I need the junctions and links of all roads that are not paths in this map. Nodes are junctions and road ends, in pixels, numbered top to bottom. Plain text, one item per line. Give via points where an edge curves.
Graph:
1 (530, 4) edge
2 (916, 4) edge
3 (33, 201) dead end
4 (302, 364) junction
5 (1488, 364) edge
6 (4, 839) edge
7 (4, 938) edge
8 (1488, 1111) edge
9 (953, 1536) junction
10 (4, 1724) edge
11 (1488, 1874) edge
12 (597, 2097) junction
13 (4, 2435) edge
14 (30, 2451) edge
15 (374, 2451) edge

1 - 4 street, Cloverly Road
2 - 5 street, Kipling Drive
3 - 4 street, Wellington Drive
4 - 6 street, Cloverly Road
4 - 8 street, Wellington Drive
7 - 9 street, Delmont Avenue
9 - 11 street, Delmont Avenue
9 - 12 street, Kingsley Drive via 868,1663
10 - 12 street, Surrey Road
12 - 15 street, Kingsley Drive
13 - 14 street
══════════════════════════════
Task prompt: All entries above are to be repeated verbatim, down to the last line.

The completed task:
I need the junctions and links of all roads that are not paths in this map. Nodes are junctions and road ends, in pixels, numbered top to bottom. Plain text, one item per line. Give via points where an edge curves.
Graph:
1 (530, 4) edge
2 (916, 4) edge
3 (33, 201) dead end
4 (302, 364) junction
5 (1488, 364) edge
6 (4, 839) edge
7 (4, 938) edge
8 (1488, 1111) edge
9 (953, 1536) junction
10 (4, 1724) edge
11 (1488, 1874) edge
12 (597, 2097) junction
13 (4, 2435) edge
14 (30, 2451) edge
15 (374, 2451) edge

1 - 4 street, Cloverly Road
2 - 5 street, Kipling Drive
3 - 4 street, Wellington Drive
4 - 6 street, Cloverly Road
4 - 8 street, Wellington Drive
7 - 9 street, Delmont Avenue
9 - 11 street, Delmont Avenue
9 - 12 street, Kingsley Drive via 868,1663
10 - 12 street, Surrey Road
12 - 15 street, Kingsley Drive
13 - 14 street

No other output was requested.